Adnan Bali, ''Yurt dışında satın almaya yönelecek misiniz- Sağlıklı olmayan yatırımlardan çıkmayı planlıyor musunuz mesela Avea gibi-'' sorusu üzerine şunları kaydetti:
''Yurtdışı genişleme politikamız son derece esnek. Her ülkenin kendi özeline göre en uygun seçeneği oluşturuyoruz. Azerbaycan'da hem şube hem banka satın alma perspektifimiz sürüyor. Burada farklı bir çizgimiz olamayacak satın alma stratejimizden... Bizim için birinci prensip sermayemizin optimum kullanılmasıdır. Sermayemizin etkin kullanılan ve kullanılamayan yerlerine bakarak değerlendiriyoruz. Piyasa olanaklarına göre değerlendiriyoruz. Avea da başlangıçta bu işi yapmak üzere uzun vadeli yatırımcı sıfatıyla girdiğimiz bir iş değil. O yüzden gelişimimiz de aynı şekilde oldu. Şu anda yüzde 10 üzerinde bir payımız var Avea'da... Biz ortaya çıkacak fırsatlara göre kendi asıl işimize kaynak sağlamanın imkanlarını görüyorsak onlarla ilgili kararları almakta tereddüt etmeyiz.''
Türkiye’nin kredi notu
''İkinci notun gelmesi piyasalara nasıl yansır-'' sorusuna piyasanın bunları önceden satın aldığını belirten Bali, ''Biz çok uzun bir zamandır yatırım yapılabilir ülkenin de üzerinde trade ediyoruz zaten. Parasını koyanlar bu ülkeyi upgrade ettiler yıllar önce. Masabaşı iş yapanlar biraz geriden gelip durumu teyit etmiş oldu. İkinci teyidin de çok sert bir farklılık yaratmasını beklemem kişisel olarak... Teyidin önem arz ettiğini düşünüyorum. Bu çerçevede mutlaka olumlu etkisi olacak ama onun kısa süreli ve sert bir şekilde değil de dönem içinde performanslara yansıyacak daha olumlu bir finansal iklim diye algılamamız lazım'' diye konuştu.

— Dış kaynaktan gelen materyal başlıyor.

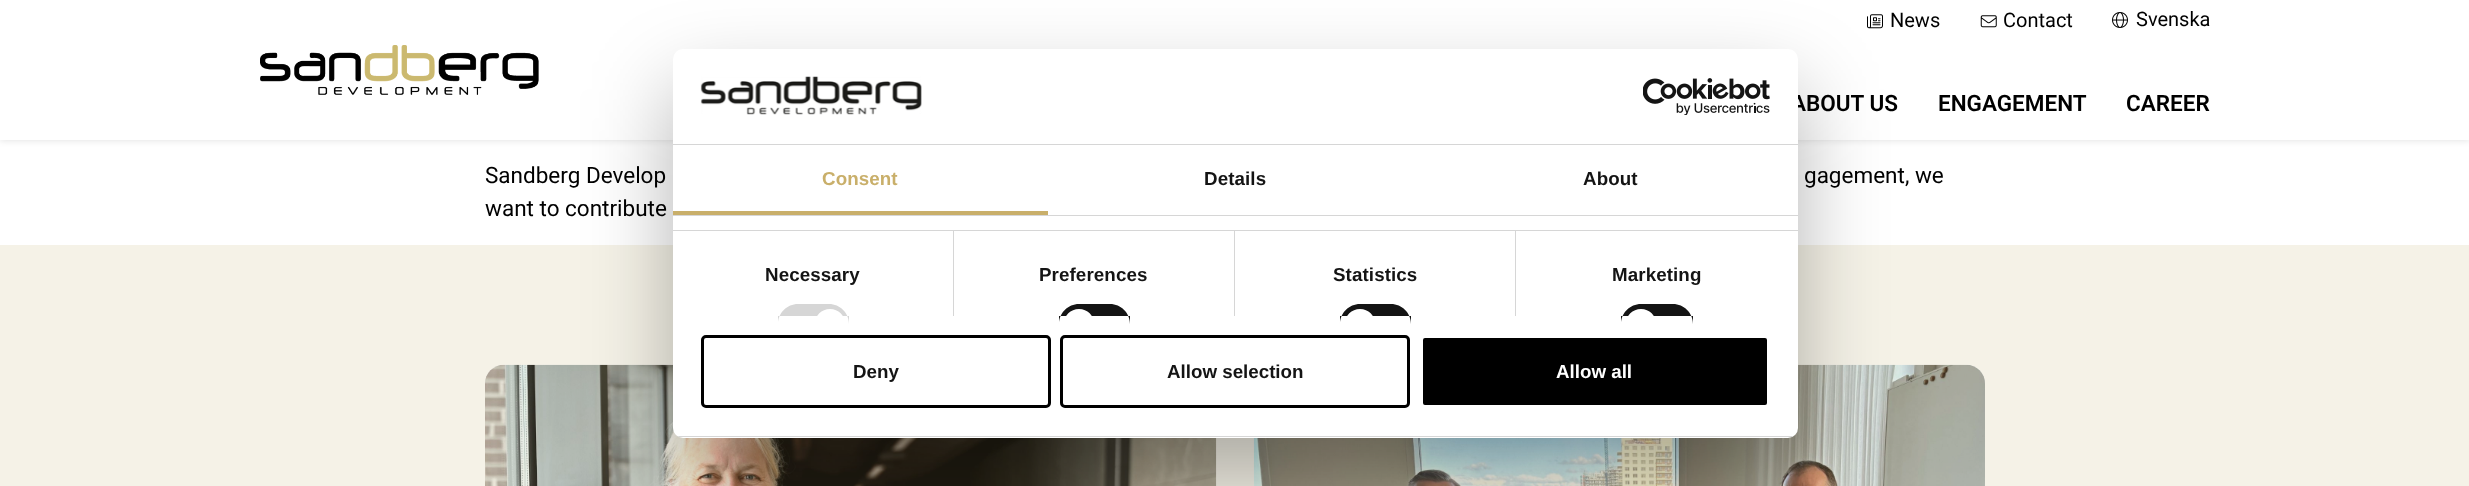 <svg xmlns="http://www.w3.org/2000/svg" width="2469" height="486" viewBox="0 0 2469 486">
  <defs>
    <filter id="blur1" x="-50%" y="-200%" width="200%" height="500%"><feGaussianBlur stdDeviation="3"/></filter>
    <filter id="blur2" x="-50%" y="-200%" width="200%" height="500%"><feGaussianBlur stdDeviation="42.5"/></filter>
    <clipPath id="clip1"><rect x="673" y="49" width="1125" height="389" rx="10"/></clipPath>
  </defs>
  <rect width="100%" height="100%" fill="#ffffff"/>
  <rect x="0" y="1" width="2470" height="140" fill="#000000" fill-opacity="0.1" filter="url(#blur1)"/>
  <rect x="0" y="0" width="2469" height="140" fill="#ffffff"/>
  <image x="260" y="45" width="279" height="50" href="img1.png"/>
  <image x="1867" y="14" width="16" height="15" href="img2.png"/>
  <text x="1890" y="27" font-family="Roboto" font-size="20" fill="#000000">News</text>
  <image x="1980" y="15" width="17" height="13" href="img3.png"/>
  <text x="2003" y="27" font-family="Roboto" font-size="20" fill="#000000">Contact</text>
  <image x="2112" y="12" width="16" height="16" href="img4.png"/>
  <text x="2136" y="26" font-family="Roboto" font-size="20" fill="#000000">Svenska</text>
  <text x="1791" y="111" font-family="Roboto" font-size="22.5" font-weight="600" fill="#000000">ABOUT US</text>
  <text x="1938" y="111" font-family="Roboto" font-size="22.5" font-weight="600" fill="#000000">ENGAGEMENT</text>
  <text x="2126" y="111" font-family="Roboto" font-size="22.5" font-weight="600" fill="#000000">CAREER</text>
  <text x="485" y="183" font-family="Roboto" font-size="22.5" fill="#000000">Sandberg Develop</text>
  <text x="1804" y="183" font-family="Roboto" font-size="22.5" fill="#000000">gagement, we</text>
  <text x="485" y="216" font-family="Roboto" font-size="22.5" fill="#000000">want to contribute</text>
  <rect x="0" y="245" width="2469" height="241" fill="#f5f2e7"/>
  <image x="485" y="364" width="732" height="122" href="img5.png"/>
  <rect x="485" y="365" width="731" height="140" rx="19" fill="#c9af6a" fill-opacity="0.15"/>
  <image x="1253" y="364" width="732" height="122" href="img6.png"/>
  <rect x="1254" y="365" width="731" height="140" rx="19" fill="#c9af6a" fill-opacity="0.15"/>
  <rect x="673" y="89" width="1125" height="389" rx="10" fill="#000000" fill-opacity="0.3" filter="url(#blur2)"/>
  <rect x="673" y="49" width="1125" height="389" rx="10" fill="#ffffff"/>
  <rect x="673" y="144" width="1125" height="1" fill="#d6d6d6"/>
  <image x="700" y="76" width="222" height="39" href="img7.png"/>
  <image x="1643" y="78" width="127" height="37" href="img8.png"/>
  <rect x="673" y="215" width="1125" height="1" fill="#d6d6d6"/>
  <rect x="673" y="211" width="375" height="4" fill="#c9af6a"/>
  <text x="822" y="185" font-family="Liberation Sans" font-size="18.75" font-weight="bold" letter-spacing="0.1" fill="#c9af6a">Consent</text>
  <text x="1204" y="185" font-family="Liberation Sans" font-size="18.75" font-weight="bold" letter-spacing="0.1" fill="#141414">Details</text>
  <text x="1583" y="185" font-family="Liberation Sans" font-size="18.75" font-weight="bold" letter-spacing="0.1" fill="#141414">About</text>
  <rect x="673" y="230" width="1125" height="1" fill="#d6d6d6"/>
  <rect x="953" y="231" width="1" height="85" fill="#d6d6d6"/>
  <text x="765" y="281" font-family="Liberation Sans" font-size="18.75" font-weight="bold" letter-spacing="0.1" fill="#141414">Necessary</text>
  <path d="M798 304H829C840 304 849 313 849 324V316H778V324C778 313 787 304 798 304Z" fill="#d6d6d6"/>
  <path d="M830 309C838.5 309 845 315.5 845 324V316H815V324C815 315.5 821.5 309 830 309Z" fill="#ffffff"/>
  <rect x="1234" y="231" width="1" height="85" fill="#d6d6d6"/>
  <text x="1039" y="281" font-family="Liberation Sans" font-size="18.75" font-weight="bold" letter-spacing="0.1" fill="#141414">Preferences</text>
  <path d="M1079 304H1110C1121 304 1130 313 1130 324V316H1059V324C1059 313 1068 304 1079 304Z" fill="#141414"/>
  <path d="M1079 309C1087.5 309 1094 315.5 1094 324V316H1064V324C1064 315.5 1070.5 309 1079 309Z" fill="#ffffff"/>
  <rect x="1515" y="231" width="1" height="85" fill="#d6d6d6"/>
  <text x="1333" y="281" font-family="Liberation Sans" font-size="18.75" font-weight="bold" letter-spacing="0.1" fill="#141414">Statistics</text>
  <path d="M1360 304H1391C1402 304 1411 313 1411 324V316H1340V324C1340 313 1349 304 1360 304Z" fill="#141414"/>
  <path d="M1360 309C1368.5 309 1375 315.5 1375 324V316H1345V324C1345 315.5 1351.5 309 1360 309Z" fill="#ffffff"/>
  <text x="1612" y="281" font-family="Liberation Sans" font-size="18.75" font-weight="bold" letter-spacing="0.1" fill="#141414">Marketing</text>
  <path d="M1641 304H1673C1684 304 1693 313 1693 324V316H1621V324C1621 313 1630 304 1641 304Z" fill="#141414"/>
  <path d="M1641 309C1649.5 309 1656 315.5 1656 324V316H1626V324C1626 315.5 1632.5 309 1641 309Z" fill="#ffffff"/>
  <g clip-path="url(#clip1)">
    <rect x="673" y="436" width="1125" height="1" fill="#d6d6d6"/>
  </g>
  <rect x="702.5" y="336.5" width="347" height="70" rx="3.5" fill="none" stroke="#000000" stroke-width="3"/>
  <text x="853" y="378" font-family="Liberation Sans" font-size="18.75" font-weight="bold" fill="#141414">Deny</text>
  <rect x="1061.5" y="336.5" width="347" height="70" rx="3.5" fill="none" stroke="#000000" stroke-width="3"/>
  <text x="1167" y="378" font-family="Liberation Sans" font-size="18.75" font-weight="bold" fill="#141414">Allow selection</text>
  <rect x="1421.5" y="336.5" width="347" height="70" rx="3.5" fill="#000000" stroke="#ffffff" stroke-width="3"/>
  <text x="1556" y="378" font-family="Liberation Sans" font-size="18.75" font-weight="bold" fill="#ffffff">Allow all</text>
</svg> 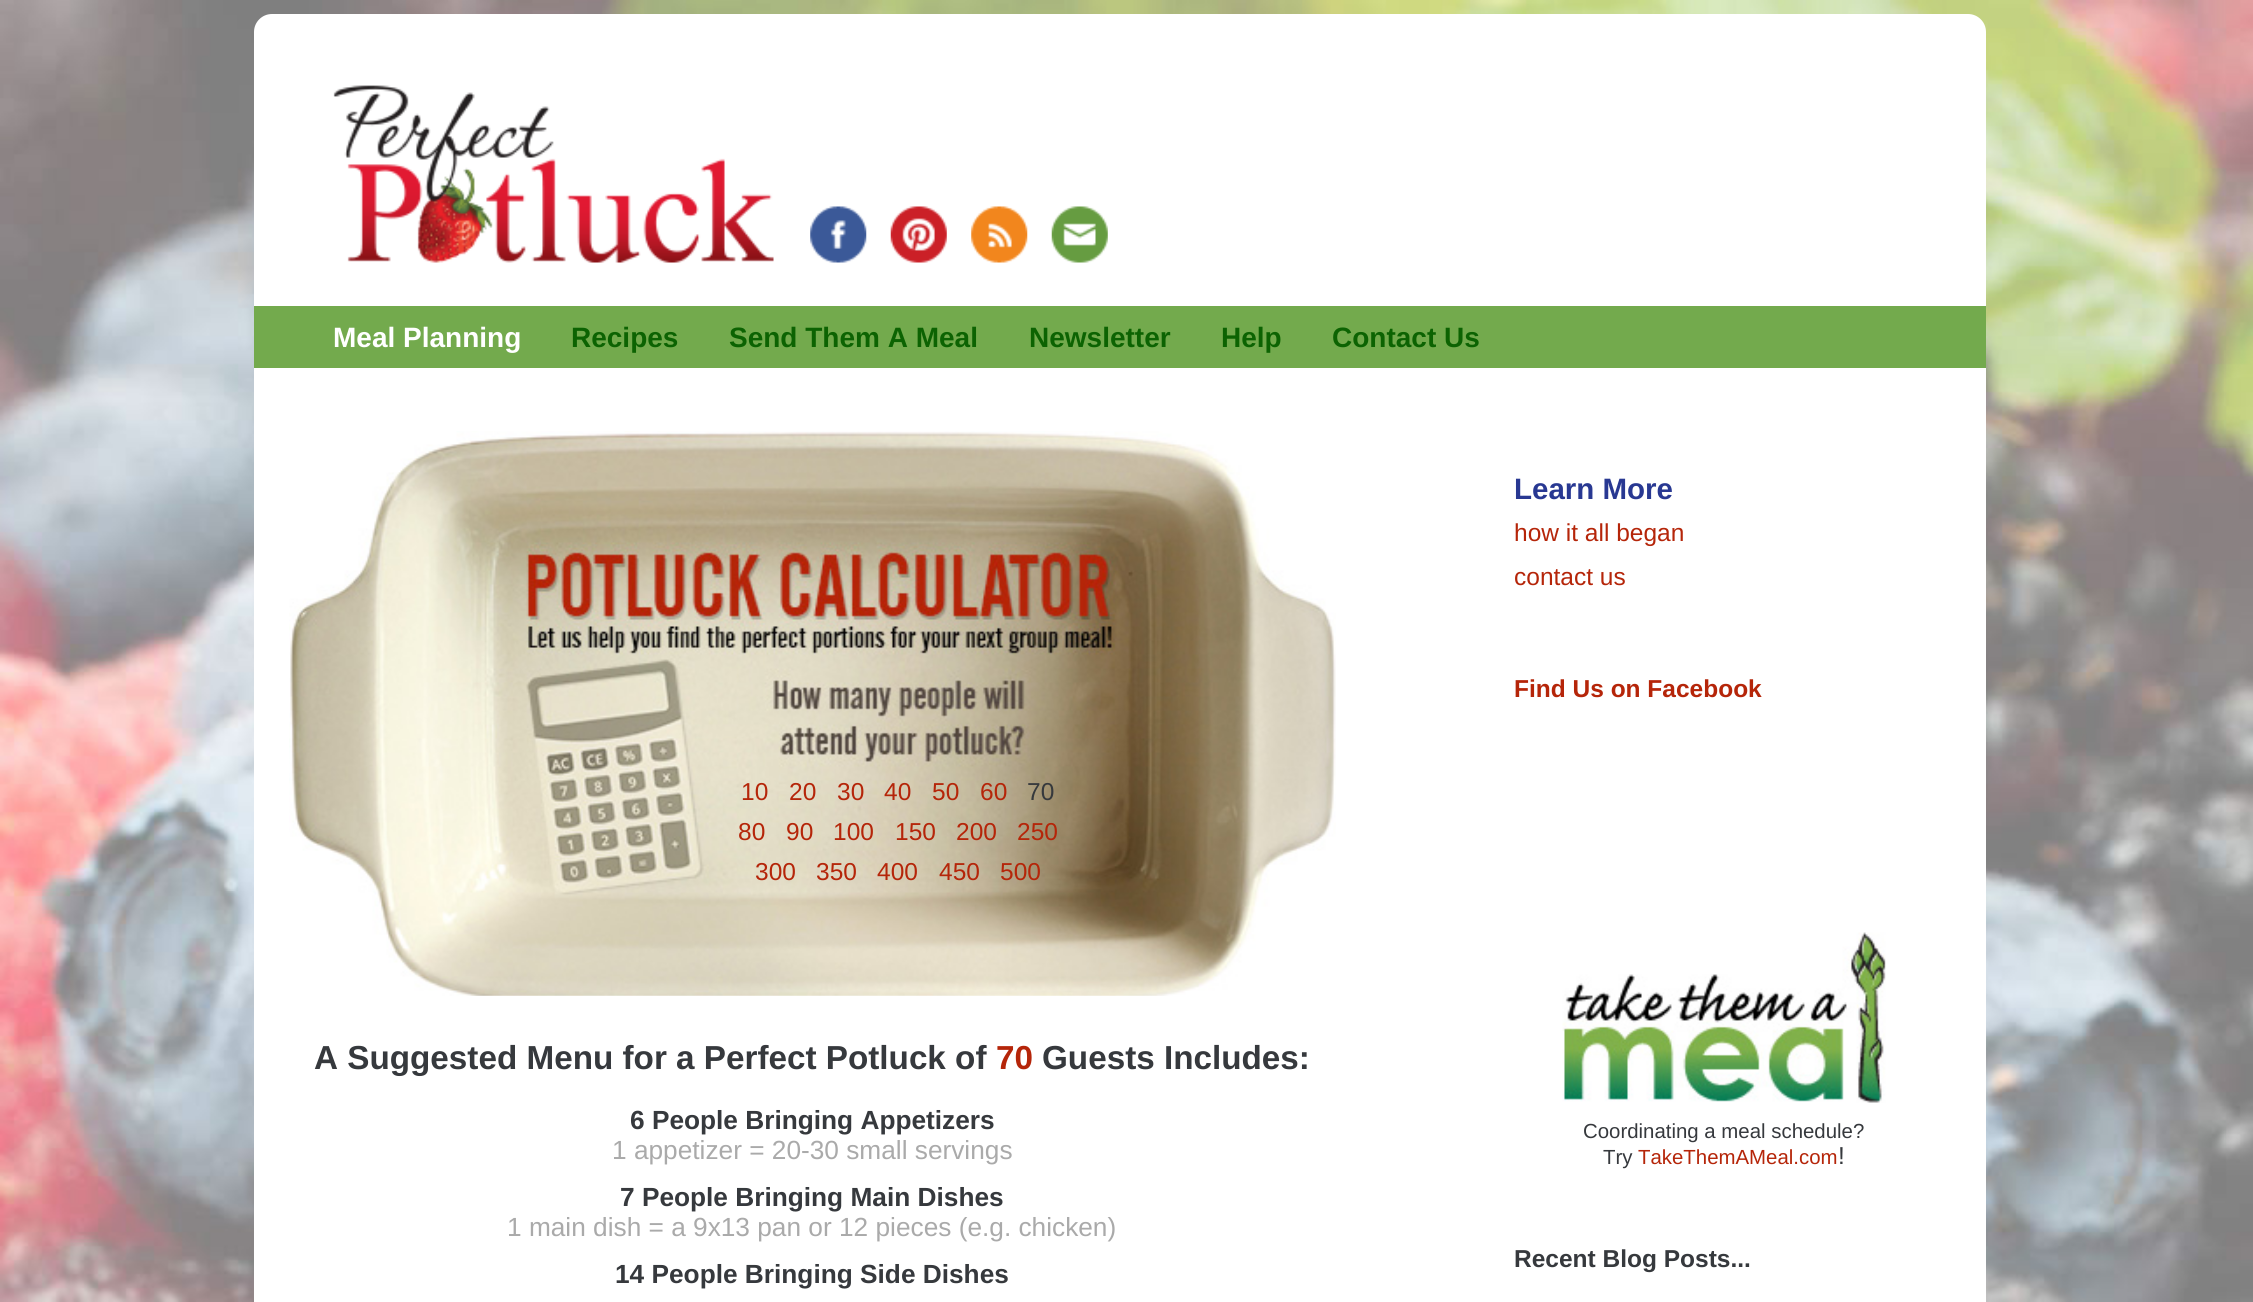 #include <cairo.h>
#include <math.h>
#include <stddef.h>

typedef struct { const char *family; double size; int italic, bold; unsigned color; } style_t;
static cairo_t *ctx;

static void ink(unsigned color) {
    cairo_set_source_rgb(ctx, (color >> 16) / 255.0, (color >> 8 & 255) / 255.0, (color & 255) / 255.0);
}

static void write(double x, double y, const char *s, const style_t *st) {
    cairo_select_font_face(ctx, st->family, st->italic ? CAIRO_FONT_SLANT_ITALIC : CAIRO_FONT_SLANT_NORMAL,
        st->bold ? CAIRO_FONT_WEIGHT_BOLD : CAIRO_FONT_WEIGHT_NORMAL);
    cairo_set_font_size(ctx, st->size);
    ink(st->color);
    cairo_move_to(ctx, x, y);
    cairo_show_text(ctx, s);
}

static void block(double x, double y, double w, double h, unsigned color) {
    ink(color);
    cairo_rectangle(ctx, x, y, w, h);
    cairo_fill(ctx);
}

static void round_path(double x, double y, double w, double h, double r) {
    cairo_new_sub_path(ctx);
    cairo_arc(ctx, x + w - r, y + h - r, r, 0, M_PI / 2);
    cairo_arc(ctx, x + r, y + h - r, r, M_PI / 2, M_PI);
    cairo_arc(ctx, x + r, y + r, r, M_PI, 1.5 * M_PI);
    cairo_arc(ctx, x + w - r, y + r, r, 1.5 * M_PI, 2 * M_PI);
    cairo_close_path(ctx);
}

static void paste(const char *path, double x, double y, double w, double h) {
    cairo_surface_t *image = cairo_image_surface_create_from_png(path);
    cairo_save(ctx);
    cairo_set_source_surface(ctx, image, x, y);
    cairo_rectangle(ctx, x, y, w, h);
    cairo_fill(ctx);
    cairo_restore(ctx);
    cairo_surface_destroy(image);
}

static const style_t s1 = {"Liberation Sans", 28, 0, 1, 0xffffff};
static const style_t s2 = {"Liberation Sans", 28, 0, 1, 0x0c6302};
static const style_t s3 = {"Liberation Sans", 24.5, 0, 0, 0xb52509};
static const style_t s4 = {"Liberation Sans", 24.5, 0, 0, 0x36393d};
static const style_t s5 = {"Liberation Sans", 33.25, 0, 1, 0x36393d};
static const style_t s6 = {"Liberation Sans", 33.25, 0, 1, 0xb52509};
static const style_t s7 = {"Liberation Sans", 26.25, 0, 1, 0x36393d};
static const style_t s8 = {"Liberation Sans", 26.25, 0, 0, 0xaaaaaa};
static const style_t s9 = {"Liberation Sans", 29.5, 0, 1, 0x283892};
static const style_t s10 = {"Liberation Sans", 24.5, 0, 1, 0xb52509};
static const style_t s11 = {"Liberation Sans", 20.4, 0, 0, 0x36393d};
static const style_t s12 = {"Liberation Sans", 20.4, 0, 0, 0xb52509};
static const style_t s13 = {"Liberation Sans", 24.5, 0, 1, 0x36393d};

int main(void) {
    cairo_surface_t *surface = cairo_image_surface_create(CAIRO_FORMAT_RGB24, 2253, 1302);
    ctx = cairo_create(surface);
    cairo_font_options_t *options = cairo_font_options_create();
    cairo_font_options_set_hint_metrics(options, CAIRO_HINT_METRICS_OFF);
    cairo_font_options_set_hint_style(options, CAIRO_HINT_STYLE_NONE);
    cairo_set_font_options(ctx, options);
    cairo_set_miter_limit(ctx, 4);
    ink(0xffffff);
    cairo_paint(ctx);
    paste("pic1.png", 0, 0, 2253, 1302);
    ink(0xffffff);
    round_path(254, 14, 1732, 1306, 18);
    cairo_fill(ctx);
    paste("pic2.png", 333, 85, 441, 178);
    paste("pic3.png", 810, 206, 57, 57);
    paste("pic4.png", 890, 206, 57, 57);
    paste("pic5.png", 971, 206, 57, 57);
    paste("pic6.png", 1051, 206, 57, 57);
    block(254, 306, 1732, 62, 0x73aa4d);
    write(333, 347, "Meal Planning", &s1);
    write(571, 347, "Recipes", &s2);
    write(729, 347, "Send Them A Meal", &s2);
    write(1029, 347, "Newsletter", &s2);
    write(1221, 347, "Help", &s2);
    write(1332, 347, "Contact Us", &s2);
    paste("pic7.png", 289, 431, 1047, 565);
    write(741, 800, "10", &s3);
    write(789, 800, "20", &s3);
    write(837, 800, "30", &s3);
    write(884, 800, "40", &s3);
    write(932, 800, "50", &s3);
    write(980, 800, "60", &s3);
    write(1027, 800, "70", &s4);
    write(738, 840, "80", &s3);
    write(786, 840, "90", &s3);
    write(833, 840, "100", &s3);
    write(895, 840, "150", &s3);
    write(956, 840, "200", &s3);
    write(1017, 840, "250", &s3);
    write(755, 880, "300", &s3);
    write(816, 880, "350", &s3);
    write(877, 880, "400", &s3);
    write(939, 880, "450", &s3);
    write(1000, 880, "500", &s3);
    write(314, 1069, "A Suggested Menu for a Perfect Potluck of", &s5);
    write(996, 1069, "70", &s6);
    write(1042, 1069, "Guests Includes:", &s5);
    write(630, 1129, "6 People Bringing Appetizers", &s7);
    write(612, 1159, "1 appetizer = 20-30 small servings", &s8);
    write(620, 1206, "7 People Bringing Main Dishes", &s7);
    write(507, 1236, "1 main dish = a 9x13 pan or 12 pieces (e.g. chicken)", &s8);
    write(615, 1283, "14 People Bringing Side Dishes", &s7);
    write(1514, 499, "Learn More", &s9);
    write(1514, 541, "how it all began", &s3);
    write(1514, 585, "contact us", &s3);
    write(1514, 697, "Find Us on Facebook", &s10);
    paste("pic8.png", 1562, 932, 324, 171);
    write(1583, 1138, "Coordinating a meal schedule?", &s11);
    write(1603, 1164, "Try", &s11);
    write(1638, 1164, "TakeThemAMeal.com", &s12);
    write(1838, 1164, "!", &s4);
    write(1514, 1267, "Recent Blog Posts...", &s13);
    cairo_surface_write_to_png(surface, "screenshot.png");
    cairo_font_options_destroy(options);
    cairo_destroy(ctx);
    cairo_surface_destroy(surface);
    return 0;
}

Her kredinin finansal istikrarı aynı oranda tehdit ettiğinin düşünülmemesi gerektiğini vurgulayan Bali, ''Türkiye'nin ihtiyaçları var. Genç nüfusu olan, dinamik bir iş alemine sahip. Bir çok ülkede bulunmayan da bu zaten. Türkiye potansiyelinin altında bir büyüme hızıyla daima gidemez. Genç nüfusun iyi optimize edilmesi gerekir. Bir çok alt yapı projeleri var. Enerjide Türkiye bağımlılığını azaltmak için yoğun çaba gösteriyor. İhtiyaçlarla içinde bulunduğumuz koşulların iyi optimize edilmesi gerekiyor'' ifadelerini kullandı.